2.1.5.2 Definitions of perceived value
Researchers used different terms to define the construct of perceived value, although most of them meant the same concept (Woodruff 1997). Based on ninety marketing-related articles, Woodall (2003) found eighteen different names for the value consumers derive from buying and using the product. The most commonly used marketing terms of value:
- perceived value (e.g. Chang and Wildt 1994; Dodds et al. 1991; Monroe 1990),
- customer value (e.g. Anderson and Narus 1998; Dodds 1999; Holbrook 1994; 1996; Oh 2000; Woodruff 1997),
- value (Berry and Yadav 1996; De Ruyter et al. 1997; Ostrom and Iacobucci 1995)
- value for money (Sirohi et al. 1998; Sweeney et al. 1999).
Less frequently used value terms are:
- value for the customer (e.g. Reichheld 1996),
- value for customers (e.g. Treacy and Wiersema 1993),
- customer perceived value (e.g. Grönroos 1997),
- perceived customer value (Chen and Dubinsky 2003; Lai 1995),
- consumer value (e.g. Holbrook 1999),
- consumption value (Sheth, Newman and Gross 1991),
- buyer value (e.g. Slater and Narver 1994),
- service value (e.g. Bolton and Drew 1991),
- acquisition and transaction value (Grewal et al. 1998; Parasuraman and Grewal 2000),
- net customer value (e.g. Butz and Goodstein 1996),
- perceived service value (LeBlanc and Nguyen 2001),
- consumer surplus (e.g. Brynjolfsson et al. 2003)
- expected value (Huber et al. 1997).
There are a number of perceived value definitions that have been used in the literature;
- Chen and Dubinsky (2003, p. 326)
- a consumer’s perception of the net benefits gained in exchange for the costs incurred in obtaining the desired benefits
- Holbrook (1994, p. 27)
- an interactive relativistic consumption preference experience
- Monroe (1990, p. 46)
- a tradeoff between the quality or benefits they perceive in the product relative to the sacrifice they perceive by paying the price
- Spreng, Dixon and Olshavsky (1993, p. 51)
- a consumer’s anticipation about the outcome of purchasing a product or service based on future benefits and sacrifices
- Schechter (1984), cited in Zeithaml (1988)
- all factors, both qualitative and quantitative, subjective and objective, that make up the complete shopping experience
- Sirohi, McLaughlin and Wittink (1998, p. 228)

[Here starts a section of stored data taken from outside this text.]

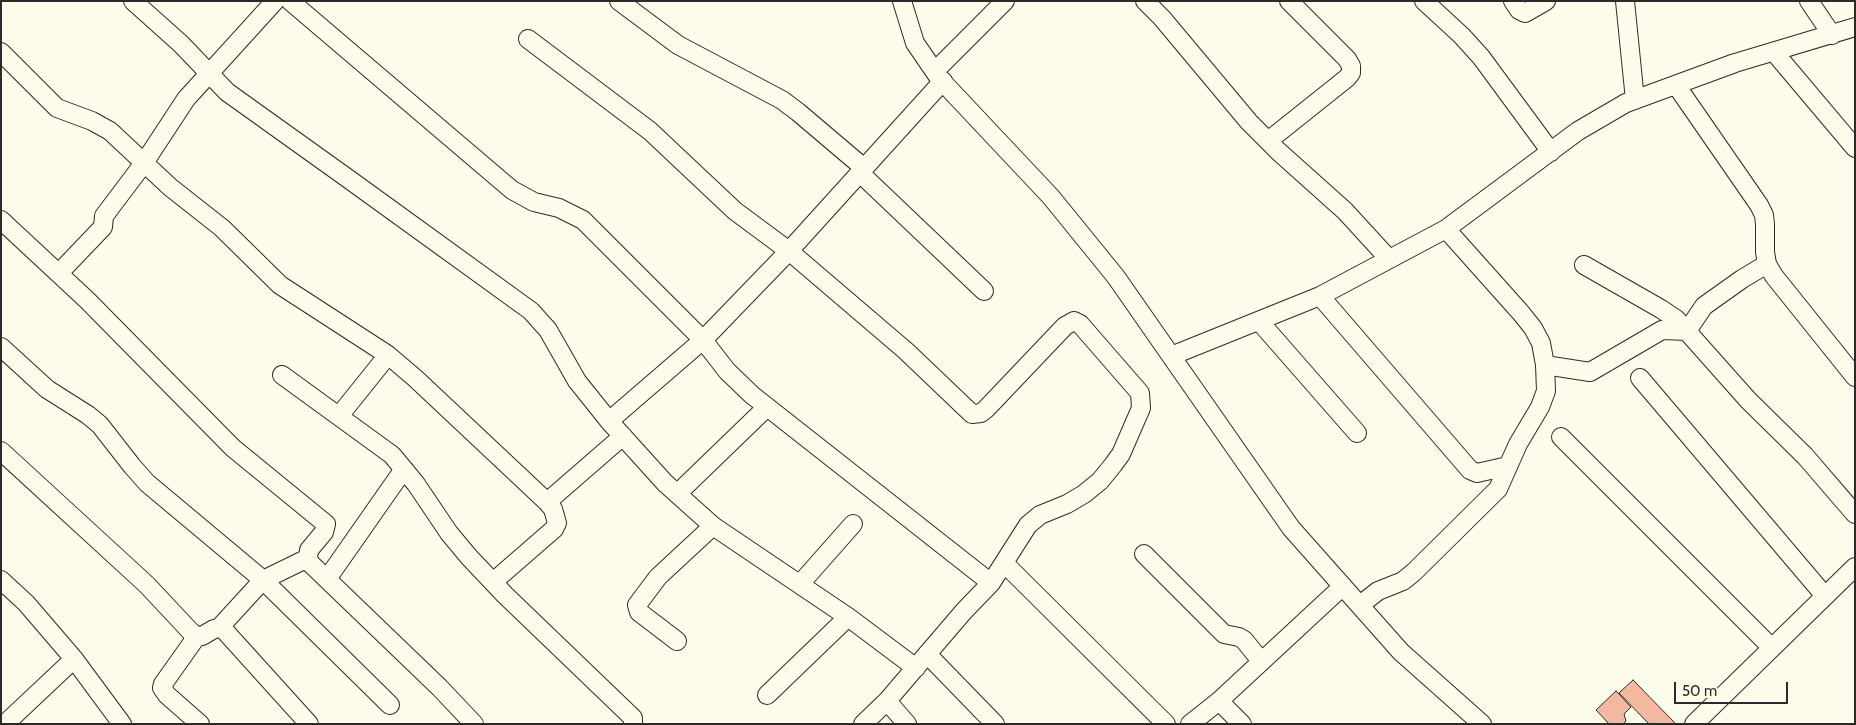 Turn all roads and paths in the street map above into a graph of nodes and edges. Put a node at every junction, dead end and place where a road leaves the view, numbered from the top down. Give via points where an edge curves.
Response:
1 (133, 1) edge
2 (275, 1) edge
3 (290, 1) edge
4 (619, 1) edge
5 (902, 1) edge
6 (1005, 1) edge
7 (1144, 1) edge
8 (1289, 1) edge
9 (1424, 1) edge
10 (1513, 1) edge
11 (1546, 1) edge
12 (1625, 1) edge
13 (1809, 1) edge
14 (1855, 28) edge
15 (1832, 35) junction
16 (528, 39) dead end
17 (1, 52) edge
18 (1774, 52) junction
19 (210, 74) junction
20 (939, 76) junction
21 (1676, 85) junction
22 (1635, 100) junction
23 (1268, 141) junction
24 (1855, 148) edge
25 (1551, 152) junction
26 (144, 163) junction
27 (862, 171) junction
28 (1, 220) edge
29 (1446, 229) junction
30 (789, 251) junction
31 (1389, 259) junction
32 (1767, 264) junction
33 (1584, 265) dead end
34 (58, 273) junction
35 (984, 290) dead end
36 (1320, 296) junction
37 (1259, 321) junction
38 (1687, 331) junction
39 (703, 340) junction
40 (1, 347) edge
41 (388, 355) junction
42 (1171, 356) junction
43 (1545, 365) junction
44 (282, 375) dead end
45 (1855, 377) edge
46 (1640, 378) dead end
47 (767, 406) junction
48 (339, 416) junction
49 (608, 421) junction
50 (1357, 433) dead end
51 (622, 436) junction
52 (1561, 437) dead end
53 (1, 451) edge
54 (1508, 466) junction
55 (404, 469) junction
56 (677, 494) junction
57 (552, 511) junction
58 (1855, 514) edge
59 (853, 524) dead end
60 (713, 526) junction
61 (1144, 554) dead end
62 (308, 558) junction
63 (1004, 563) junction
64 (1855, 567) edge
65 (327, 579) junction
66 (1, 580) edge
67 (264, 580) junction
68 (991, 583) junction
69 (800, 584) junction
70 (1343, 586) junction
71 (499, 588) junction
72 (1825, 596) junction
73 (1360, 605) junction
74 (848, 617) junction
75 (219, 628) junction
76 (197, 636) junction
77 (678, 641) dead end
78 (1772, 648) junction
79 (927, 654) junction
80 (74, 660) junction
81 (1262, 661) junction
82 (916, 668) junction
83 (767, 695) dead end
84 (887, 701) junction
85 (1219, 701) junction
86 (390, 705) dead end
87 (5, 724) edge
88 (122, 724) edge
89 (200, 724) edge
90 (309, 724) edge
91 (474, 724) edge
92 (633, 724) edge
93 (863, 724) edge
94 (907, 724) edge
95 (995, 724) edge
96 (1166, 724) edge
97 (1190, 724) edge
98 (1242, 724) edge
99 (1482, 724) edge
100 (1694, 724) edge

1 - 19 street
2 - 19 street
3 - 39 street via 512,190 583,220
4 - 27 street via 678,45 782,100
5 - 20 street via 915,43
6 - 20 street
7 - 23 street
8 - 23 street via 1347,59 1351,72
9 - 25 street via 1481,57
10 - 11 street via 1525,13
12 - 22 street
13 - 15 street
14 - 15 street
15 - 18 street
16 - 30 street via 650,131 735,211
17 - 26 street via 57,108 102,126
18 - 21 street
18 - 24 street
19 - 26 street via 186,99
19 - 49 street via 246,107 531,311 548,330 577,381
20 - 27 street
20 - 42 street via 1051,197 1116,277
21 - 22 street
21 - 32 street via 1759,205 1764,215
22 - 25 street via 1578,131
23 - 31 street via 1345,211
25 - 29 street
26 - 34 street via 104,216 103,227
26 - 41 street via 222,228 280,285
27 - 30 street
27 - 35 street
28 - 34 street
29 - 31 street
29 - 43 street via 1533,328 1541,343
30 - 39 street
30 - 63 street via 906,351 972,414 981,413 1065,326 1074,321 1140,393 1141,408 1113,465 1084,494 1040,515 1028,525
31 - 36 street
32 - 38 street via 1704,306
32 - 45 street via 1784,290
33 - 38 street via 1661,309
34 - 62 street via 233,448 326,524 324,532 309,550
36 - 37 street
36 - 54 street via 1470,470 1477,473
37 - 42 street
37 - 50 street
38 - 43 street via 1662,330 1590,372
38 - 58 street via 1748,400 1806,456
39 - 47 street via 727,371
39 - 49 street
40 - 67 street via 46,389 100,425 148,483
41 - 48 street
41 - 57 street
42 - 70 street via 1291,528
43 - 54 street via 1546,391
44 - 48 street
46 - 72 street
47 - 56 street
47 - 68 street
48 - 55 street via 392,455
49 - 51 street
51 - 56 street
51 - 57 street
52 - 78 street
53 - 76 street
54 - 73 street via 1498,489 1414,572
55 - 65 street
55 - 71 street via 449,533
56 - 60 street
57 - 71 street via 549,534
59 - 69 street
60 - 69 street
60 - 77 street via 648,587 637,605 639,612
61 - 81 street via 1224,634 1244,640
62 - 65 street
62 - 67 street
63 - 68 street
63 - 96 street
64 - 72 street
65 - 91 street
66 - 80 street via 26,603
67 - 75 street
67 - 86 street
68 - 79 street
69 - 74 street
70 - 73 street
70 - 81 street
71 - 92 street via 633,718
72 - 78 street
73 - 99 street via 1401,652
74 - 82 street
74 - 83 street
75 - 76 street
75 - 90 street
76 - 89 street via 162,688
78 - 100 street
79 - 82 street
79 - 95 street
80 - 87 street
80 - 88 street
81 - 85 street
82 - 84 street
84 - 93 street
84 - 94 street
85 - 97 street
85 - 98 street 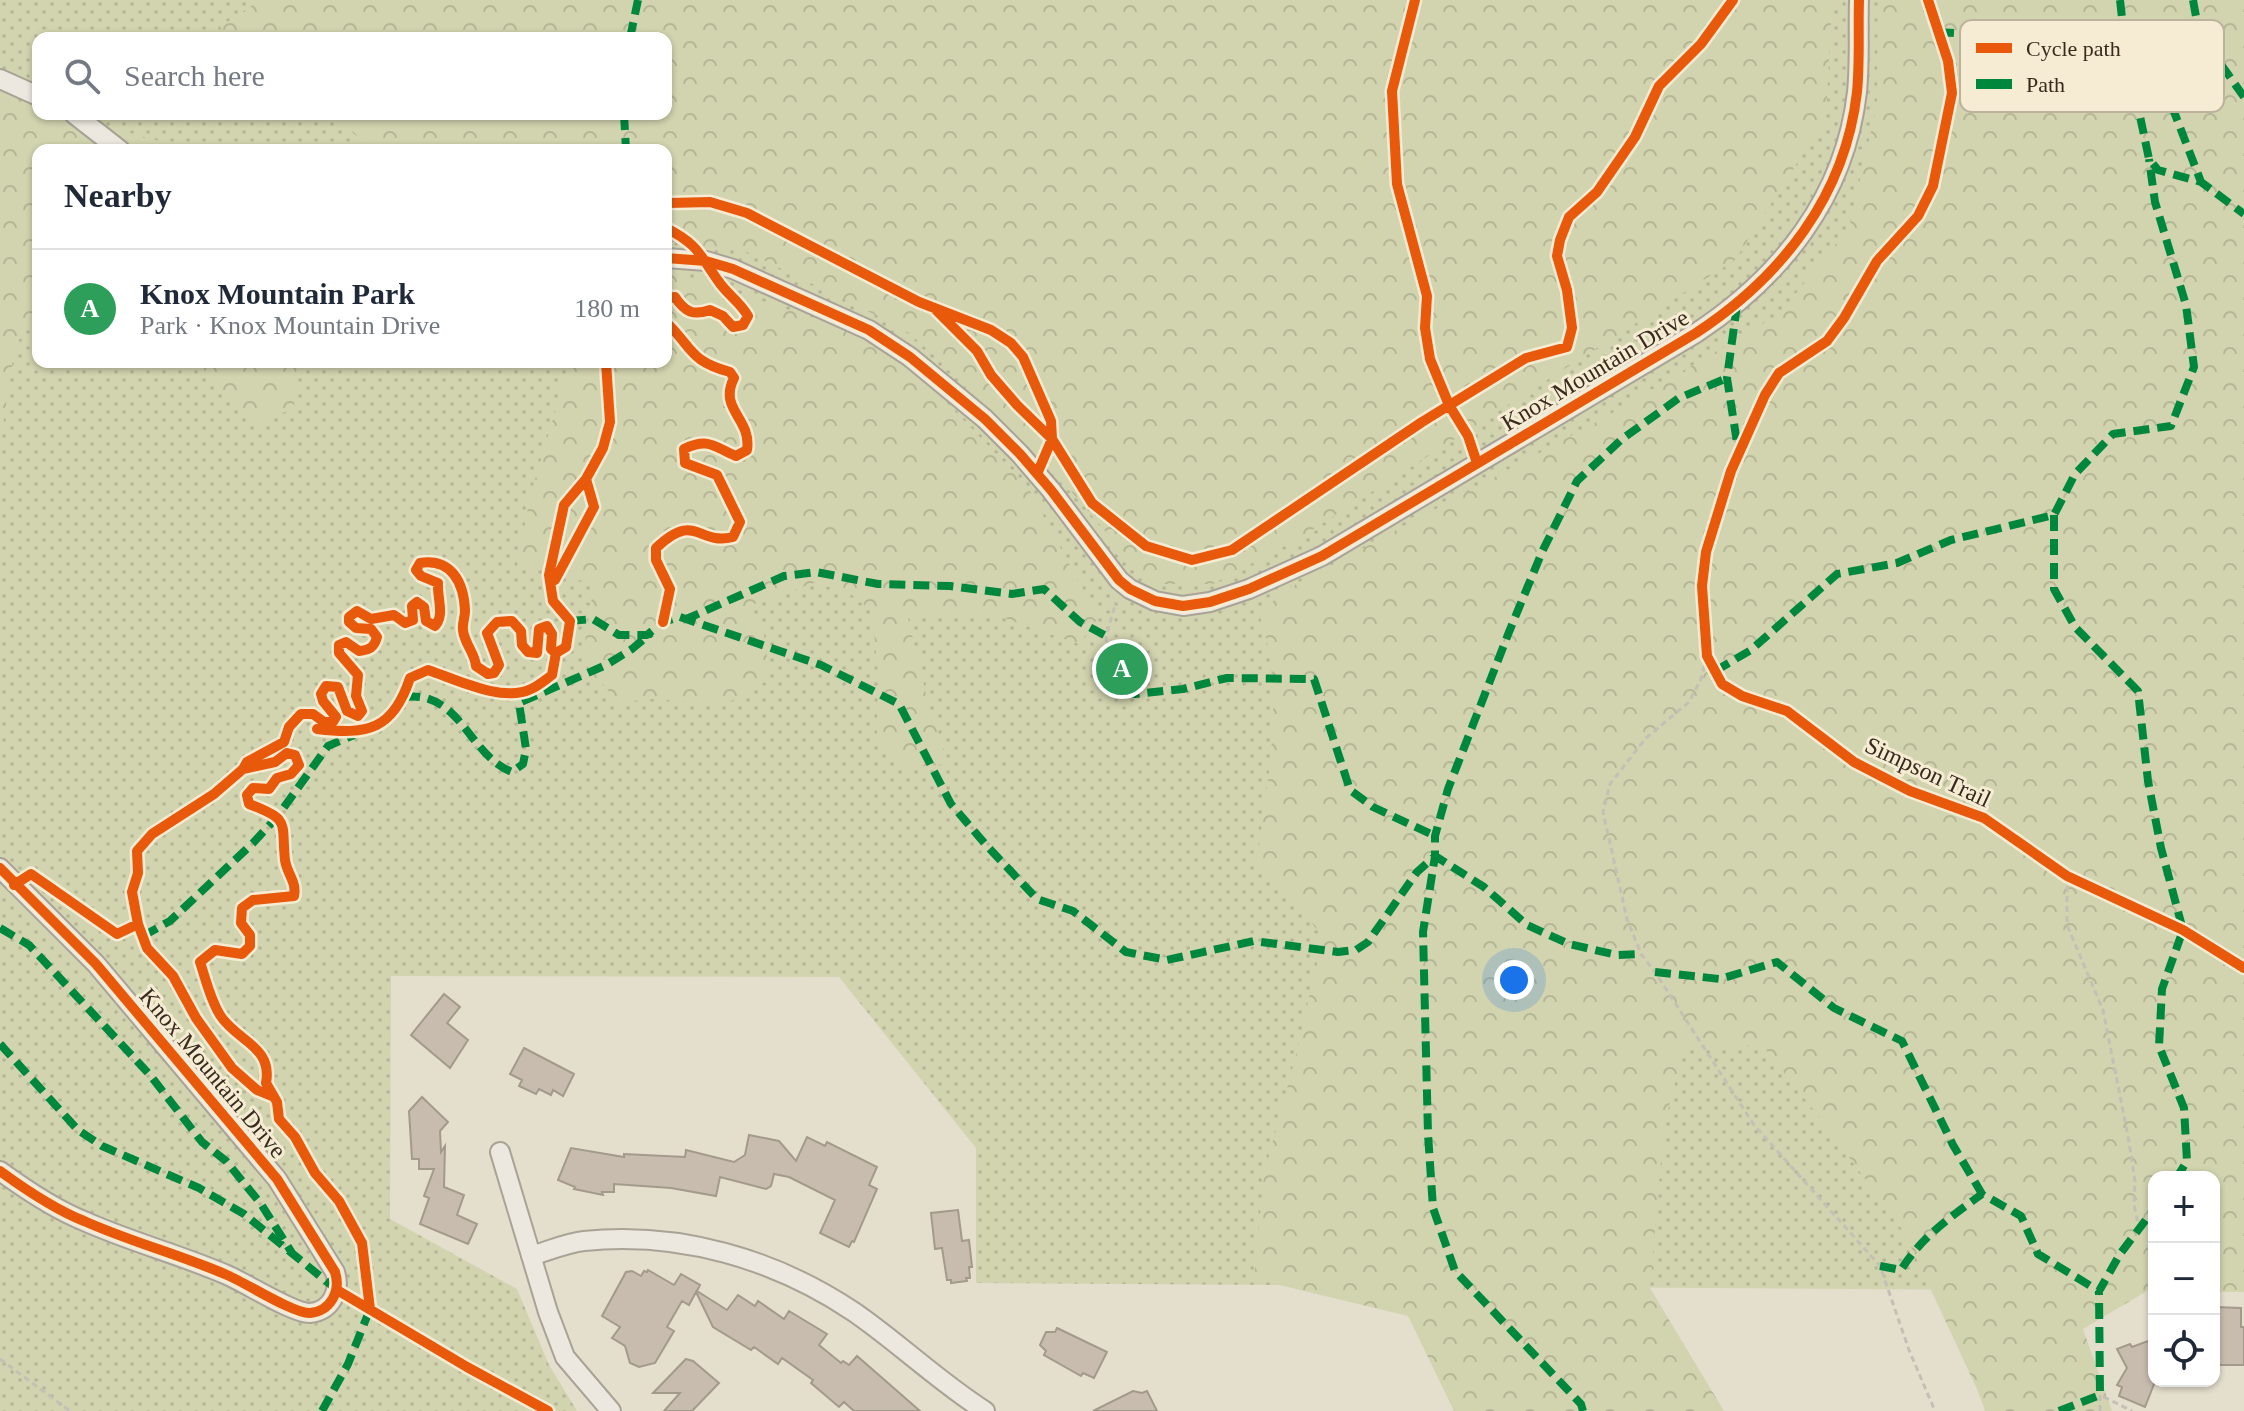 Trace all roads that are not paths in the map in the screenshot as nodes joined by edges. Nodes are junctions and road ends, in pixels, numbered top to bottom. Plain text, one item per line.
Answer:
1 (1859, 0) edge
2 (0, 79) edge
3 (32, 93) edge
4 (83, 120) edge
5 (113, 144) edge
6 (672, 258) edge
7 (0, 868) edge
8 (500, 1152) dead end
9 (0, 1171) edge
10 (531, 1256) junction
11 (611, 1411) edge
12 (985, 1411) edge

1 - 6 street, Knox Mountain Drive
2 - 3 street
4 - 5 street
7 - 9 street, Knox Mountain Drive
8 - 10 street
10 - 11 street
10 - 12 street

- what you [consumer] get for what you pay
- Woodall (2003, p. 21)
- any demand-side, personal perception of advantage arising out of a customer’s association with an organization’s offering, and can occur as reduction in sacrifice; presence of benefit (perceived as either attributes or outcomes); the resultant of any weighted combination of sacrifice and benefit (determined and expressed either rationally or intuitively); or an aggregation, over time, of any or all of these.
- Woodruff (1997, p. 142)
- a customer’s perceived preference for and evaluation of those product attributes, attribute performances, and consequences arising from use that facilitate (or block) achieving the customer’s goal and purposes in use situations
- Woodruff and Gardial (1996: p. 20)
- a customer’s perceived perception of what they want to happen in a specific use situation, with the help of a product and service ordering, in order to accomplish a desired purpose or goal
- Zeithaml (1988, p. 14)
- a consumer’s overall assessment of the utility of a product based on perceptions of what is received and what is given.
Despite the varying terms and definitions, the following commonalities among these definitions stand out:
- Perceived value is inherent in or linked through the use to some product, service or object,
- Perceived value is something perceived by consumers rather than objectively determined,
- Perceptions of value typically involve a tradeoff between what the consumer receives and what he or she gives up to acquire and use a product or service (Woodruff 1997).